What is the number of lines in the entries that contain "main"? Reply with that number only.

----------------

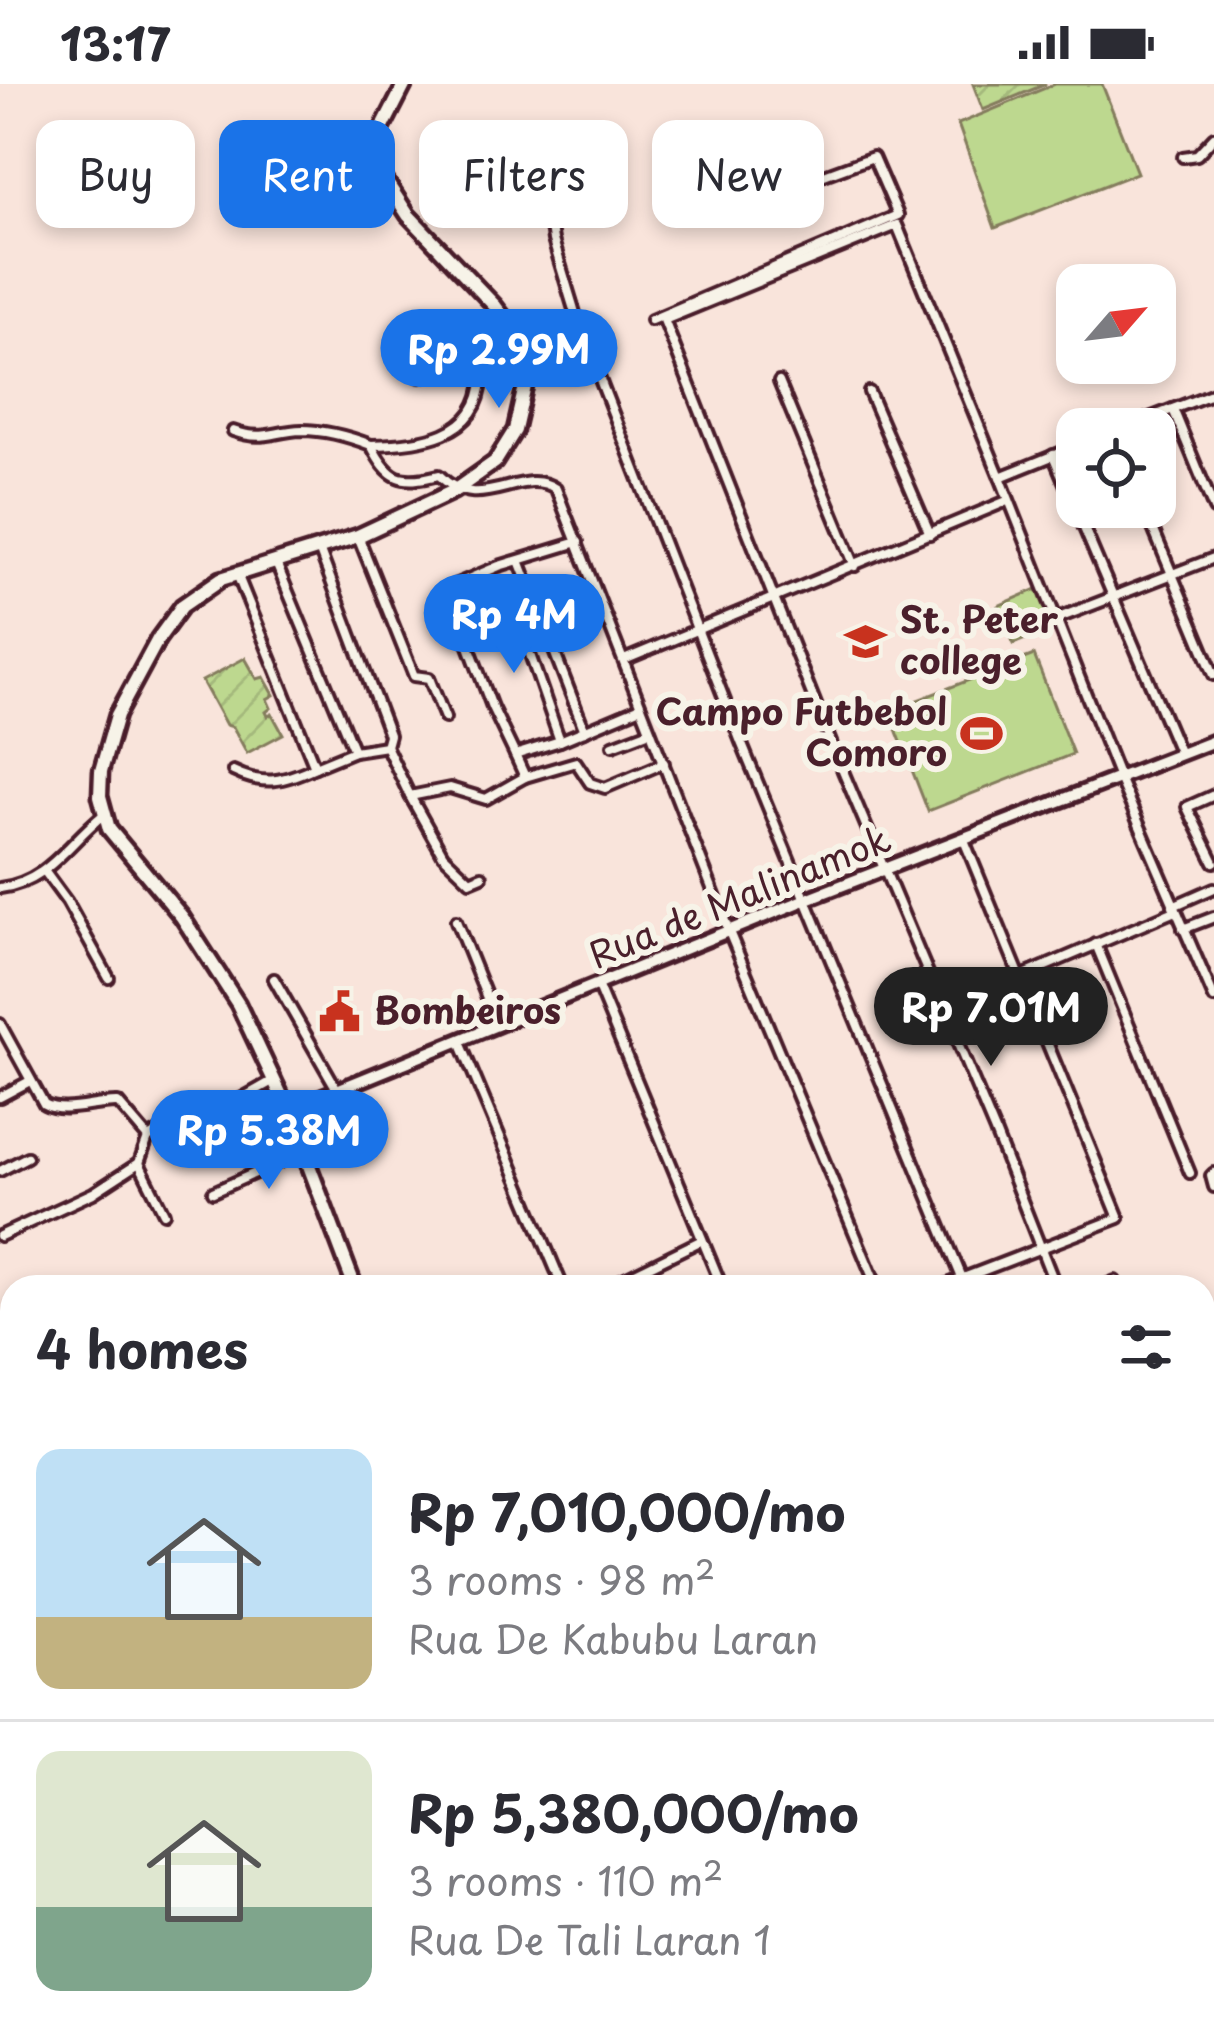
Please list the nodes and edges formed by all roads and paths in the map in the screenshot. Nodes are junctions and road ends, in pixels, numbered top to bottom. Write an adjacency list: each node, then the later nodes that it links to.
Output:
1 (405, 84): 18 (main road)
2 (1214, 136): 3 (street)
3 (1183, 158)
4 (824, 176): 6 (street)
5 (551, 228): 36 (street)
6 (651, 320)
7 (420, 376): 14 (street)
8 (779, 382): 29 (street)
9 (868, 392): 22 (street)
10 (1214, 393): 11 (street)
11 (1176, 408)
12 (1176, 416): 20 (street)
13 (233, 431): 14 (street)
14 (370, 445): 18 (street)
15 (1056, 454): 16 (street)
16 (1053, 455): 17 (street); 33 (street)
17 (1000, 477): 19 (street); 34 (street)
18 (454, 490): 23 (main road); 24 (street)
19 (1007, 501): 22 (street); 35 (street)
20 (1214, 509)
21 (1153, 528): 31 (street)
22 (931, 534): 29 (street)
23 (358, 536): 25 (main road); 40 (street)
24 (578, 542): 28 (street); 37 (street)
25 (319, 549): 27 (main road); 45 (street)
26 (1214, 558): 31 (street)
27 (275, 562): 30 (main road); 47 (street)
28 (520, 563): 41 (street); 48 (street)
29 (855, 566): 34 (street)
30 (237, 573): 51 (street); 57 (main road)
31 (1173, 574): 33 (street); 38 (street)
32 (510, 596): 43 (street)
33 (1115, 596): 35 (street); 49 (street)
34 (775, 598): 36 (street); 60 (street)
35 (1056, 619): 54 (street)
36 (700, 629): 37 (street); 65 (street)
37 (624, 660): 39 (street)
38 (1214, 675)
39 (641, 707): 41 (street); 42 (street)
40 (445, 718)
41 (585, 731): 43 (street)
42 (650, 731): 46 (street); 50 (street)
43 (560, 741): 48 (street)
44 (1214, 741): 49 (street, Rua de Malinamok)
45 (386, 746): 47 (street); 56 (street)
46 (614, 746)
47 (354, 751): 51 (street)
48 (515, 754): 53 (street)
49 (1180, 754): 54 (street, Rua de Malinamok)
50 (664, 764): 53 (street); 70 (street)
51 (315, 767): 52 (street)
52 (233, 771)
53 (525, 777): 56 (street)
54 (1120, 780): 58 (street, Rua de Malinamok); 66 (street)
55 (1214, 795): 59 (street)
56 (410, 796): 62 (street)
57 (103, 815): 61 (street); 82 (main road)
58 (964, 841): 60 (street, Rua de Malinamok); 72 (street)
59 (1214, 862)
60 (884, 868): 65 (street, Rua de Malinamok); 77 (street)
61 (45, 872): 63 (street); 73 (street)
62 (482, 876)
63 (0, 888)
64 (1214, 888): 66 (street)
65 (806, 899): 70 (street, Rua de Malinamok); 104 (street)
66 (1174, 909): 69 (street); 71 (street)
67 (1214, 917): 69 (street)
68 (456, 921): 79 (street)
69 (1183, 929): 76 (street)
70 (730, 934): 75 (street, Rua de Malinamok); 103 (street)
71 (1096, 944): 72 (street); 92 (street)
72 (1022, 974): 77 (street); 98 (street)
73 (109, 978)
74 (274, 979): 83 (street)
75 (598, 987): 79 (street, Rua de Malinamok); 97 (street)
76 (1214, 998)
77 (942, 1010): 98 (street)
78 (0, 1024): 81 (street)
79 (499, 1026): 80 (street, Rua de Malinamok)
80 (460, 1042): 83 (street, Rua de Malinamok); 100 (street)
81 (30, 1081): 84 (street); 86 (street)
82 (274, 1081): 85 (main road); 86 (street)
83 (338, 1090): 85 (street, Rua de Malinamok)
84 (0, 1097)
85 (288, 1110): 87 (main road)
86 (148, 1138): 89 (street)
87 (304, 1151): 94 (street); 99 (main road)
88 (27, 1157): 90 (street)
89 (139, 1163): 95 (street); 96 (street)
90 (0, 1171)
91 (1214, 1173): 93 (street)
92 (1190, 1174)
93 (1214, 1186)
94 (213, 1192)
95 (164, 1213)
96 (0, 1236)
97 (702, 1240): 101 (street); 102 (street)
98 (1039, 1247): 105 (street); 106 (street)
99 (350, 1275)
100 (558, 1275)
101 (632, 1275)
102 (717, 1275)
103 (872, 1275)
104 (961, 1275)
105 (969, 1275)
106 (1051, 1275)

----------------

● **ANSWER**
10